◆ Task directions:
Take the entries below and print all of them exactly, please.

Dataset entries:

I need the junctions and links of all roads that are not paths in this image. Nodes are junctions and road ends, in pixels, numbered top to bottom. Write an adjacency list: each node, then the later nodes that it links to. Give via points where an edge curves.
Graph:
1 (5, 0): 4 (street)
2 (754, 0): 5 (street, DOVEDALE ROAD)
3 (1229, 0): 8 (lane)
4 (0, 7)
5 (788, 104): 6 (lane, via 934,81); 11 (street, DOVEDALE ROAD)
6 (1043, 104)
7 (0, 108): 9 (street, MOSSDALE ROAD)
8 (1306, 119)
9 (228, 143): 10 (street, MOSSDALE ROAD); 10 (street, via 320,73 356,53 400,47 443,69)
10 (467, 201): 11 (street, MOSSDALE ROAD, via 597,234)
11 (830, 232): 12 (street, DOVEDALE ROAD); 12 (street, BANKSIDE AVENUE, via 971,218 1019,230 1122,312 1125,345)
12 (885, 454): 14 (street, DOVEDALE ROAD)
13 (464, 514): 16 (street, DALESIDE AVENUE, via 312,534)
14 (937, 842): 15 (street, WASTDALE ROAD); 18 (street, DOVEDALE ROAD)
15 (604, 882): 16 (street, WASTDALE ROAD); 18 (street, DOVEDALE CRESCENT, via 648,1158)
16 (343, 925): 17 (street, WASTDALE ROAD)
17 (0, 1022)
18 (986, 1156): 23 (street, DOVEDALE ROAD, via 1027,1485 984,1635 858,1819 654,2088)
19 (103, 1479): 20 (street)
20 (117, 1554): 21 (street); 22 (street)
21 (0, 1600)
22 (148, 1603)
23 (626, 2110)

◆ Exercise solution:
I need the junctions and links of all roads that are not paths in this image. Nodes are junctions and road ends, in pixels, numbered top to bottom. Write an adjacency list: each node, then the later nodes that it links to. Give via points where an edge curves.
Graph:
1 (5, 0): 4 (street)
2 (754, 0): 5 (street, DOVEDALE ROAD)
3 (1229, 0): 8 (lane)
4 (0, 7)
5 (788, 104): 6 (lane, via 934,81); 11 (street, DOVEDALE ROAD)
6 (1043, 104)
7 (0, 108): 9 (street, MOSSDALE ROAD)
8 (1306, 119)
9 (228, 143): 10 (street, MOSSDALE ROAD); 10 (street, via 320,73 356,53 400,47 443,69)
10 (467, 201): 11 (street, MOSSDALE ROAD, via 597,234)
11 (830, 232): 12 (street, DOVEDALE ROAD); 12 (street, BANKSIDE AVENUE, via 971,218 1019,230 1122,312 1125,345)
12 (885, 454): 14 (street, DOVEDALE ROAD)
13 (464, 514): 16 (street, DALESIDE AVENUE, via 312,534)
14 (937, 842): 15 (street, WASTDALE ROAD); 18 (street, DOVEDALE ROAD)
15 (604, 882): 16 (street, WASTDALE ROAD); 18 (street, DOVEDALE CRESCENT, via 648,1158)
16 (343, 925): 17 (street, WASTDALE ROAD)
17 (0, 1022)
18 (986, 1156): 23 (street, DOVEDALE ROAD, via 1027,1485 984,1635 858,1819 654,2088)
19 (103, 1479): 20 (street)
20 (117, 1554): 21 (street); 22 (street)
21 (0, 1600)
22 (148, 1603)
23 (626, 2110)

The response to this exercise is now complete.